1. Create a prefix sum array of the same size as the input array.
2. Initialize a map to store the prefix sum and its corresponding index. Initialize it with an entry for prefix sum 0 and index -1.
3. Iterate through the input array and calculate the prefix sum by adding each element.
4. For each prefix sum encountered, check if it exists in the map. If it does, update the answer by taking the maximum of the current answer and the difference between the current index and the index stored in the map for that prefix sum.

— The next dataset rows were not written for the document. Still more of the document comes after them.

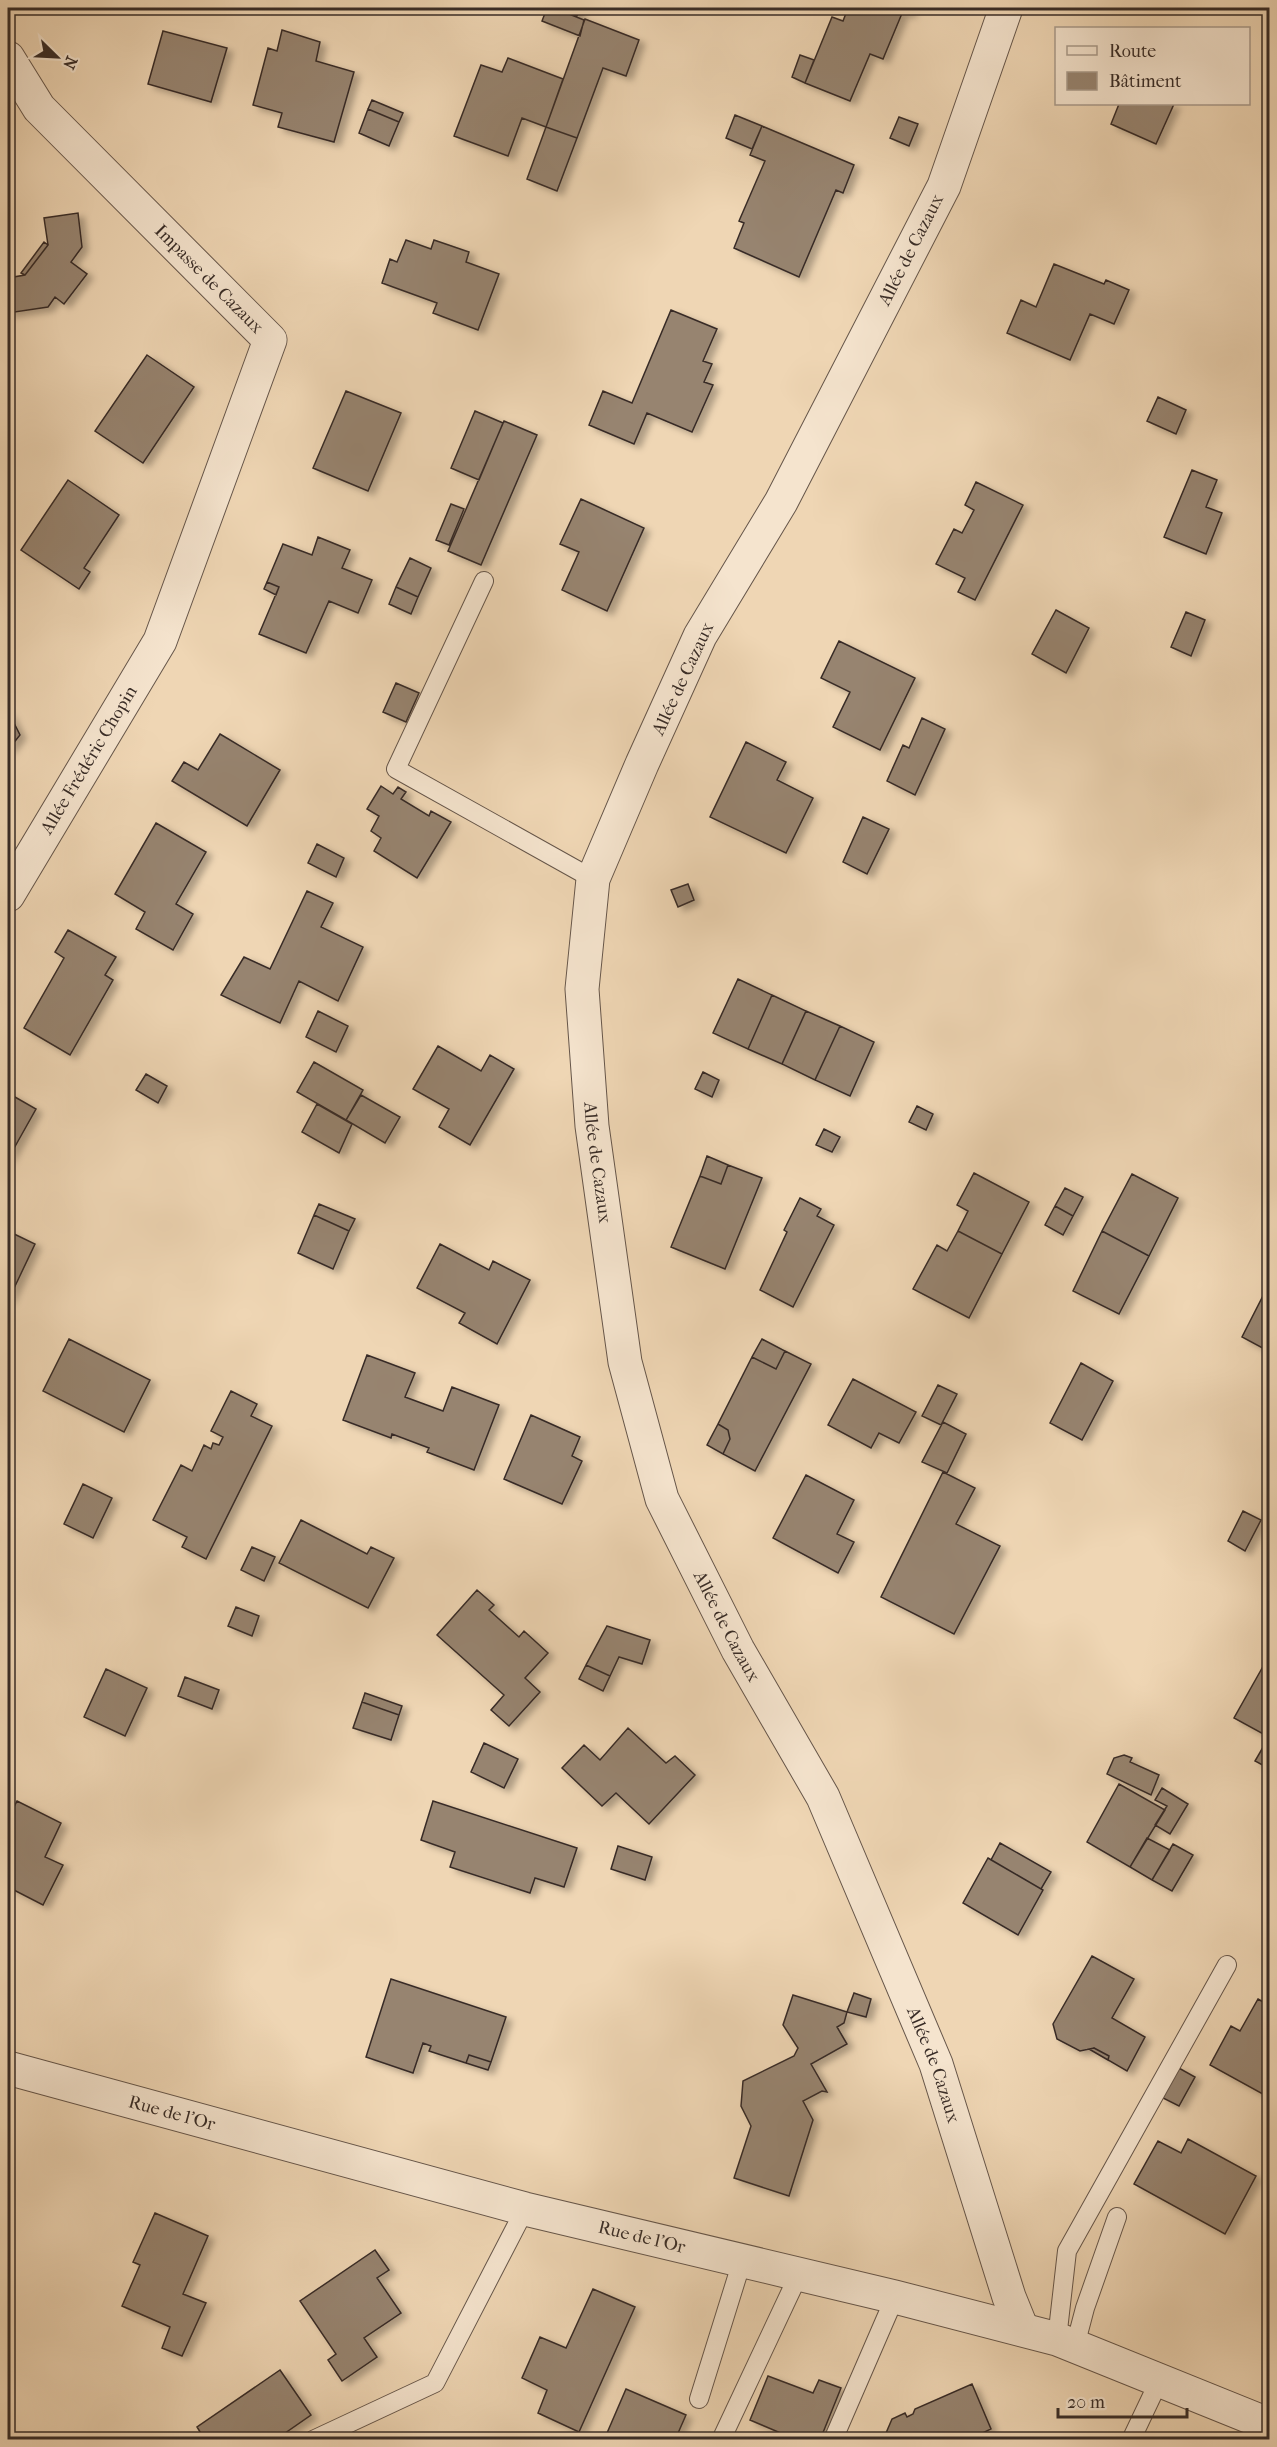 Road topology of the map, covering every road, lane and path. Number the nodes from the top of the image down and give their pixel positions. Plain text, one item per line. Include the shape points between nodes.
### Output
1 (1006, 8) edge
2 (8, 58) edge
3 (484, 581) dead end
4 (160, 641) joint
5 (593, 879) junction
6 (11, 882) edge
7 (1227, 1965) dead end
8 (8, 2068) edge
9 (525, 2210) junction
10 (1117, 2217) dead end
11 (742, 2261) junction
12 (799, 2274) junction
13 (895, 2297) junction
14 (1022, 2329) junction
15 (1066, 2342) junction
16 (1159, 2380) junction
17 (699, 2399) dead end
18 (1269, 2426) edge
19 (313, 2439) edge
20 (722, 2439) edge
21 (833, 2439) edge
22 (1131, 2439) edge

1 - 5 street, Allée de Cazaux via 944,186 781,502 700,636
2 - 4 street, Impasse de Cazaux via 39,108 270,340
3 - 5 lane via 396,769
4 - 6 street, Allée Frédéric Chopin
5 - 14 street, Allée de Cazaux via 582,989 592,1126 625,1362 662,1499 738,1650 823,1797 936,2064
7 - 15 lane via 1067,2251
8 - 9 street, Rue de l'Or
9 - 11 street, Rue de l'Or
9 - 19 lane via 435,2383
10 - 15 lane via 1085,2308
11 - 12 street, Rue de l'Or
11 - 17 lane
12 - 13 street, Rue de l'Or
12 - 20 lane
13 - 14 street, Rue de l'Or
13 - 21 lane
14 - 15 street, Rue de l'Or
15 - 16 street, Rue de l'Or
16 - 18 street, Rue de l'Or
16 - 22 lane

5. If the prefix sum is not found in the map, add it to the map with its corresponding index.
6. Finally, return the answer as the length of the largest subarray with a sum of 0.
CODE:
*/
int maxLen(vector<int> &A, int n)
{
unordered_map<int, int> mp;
mp[0] = -1;
int pref_sum = 0;
int ans = 0;
for (int i = 0; i < n; i++)
{
pref_sum += A[i];
if (mp.find(pref_sum) != mp.end())
{
ans = max(ans, i - mp[pref_sum]);
}
else
{
mp[pref_sum] = i;
}
}
return ans;
}
/*
TIME COMPLEXITY: O(n), where n is the size of the input array A.
SPACE COMPLEXITY: O(n), as we are using a map to store the prefix sums and their corresponding indices.
*/
/*Question:
Given an array containing N integers and an integer K, find the length of the longest subarray with the sum of the elements equal to K.
Example:
Input:
A[] = {10, 5, 2, 7, 1, 9}
K = 15
Output:
4
Explanation:
The sub-array is {5, 2, 7, 1}.
Approach:
To solve this problem, we can use a prefix sum approach along with a hashmap to keep track of the prefix sums encountered so far. We iterate through the array and maintain a prefix sum variable. At each index, we check if the prefix sum equals K, in which case we update the maximum length of the subarray found so far. Additionally, we check if the current prefix sum minus K exists in the hashmap. If it does, it means there is a subarray between the previous occurrence of the prefix sum minus K and the current index that sums up to K. We update the maximum length accordingly. We store the prefix sums and their corresponding indices in the hashmap.
Code:
*/
int lenOfLongSubarr(int A[], int N, int K) {
int pref_sum = 0;
int ans = 0;
unordered_map<int, int> mp;
for (int i = 0; i < N; i++) {
pref_sum += A[i];
if (pref_sum == K)
ans = max(ans, i + 1);
if (mp.find(pref_sum - K) != mp.end())
ans = max(ans, i - mp[pref_sum - K]);
if (mp.find(pref_sum) == mp.end())
mp[pref_sum] = i;
}
return ans;
}
/*
Time Complexity: The code iterates through the array once, resulting in a time complexity of O(N), where N is the size of the array.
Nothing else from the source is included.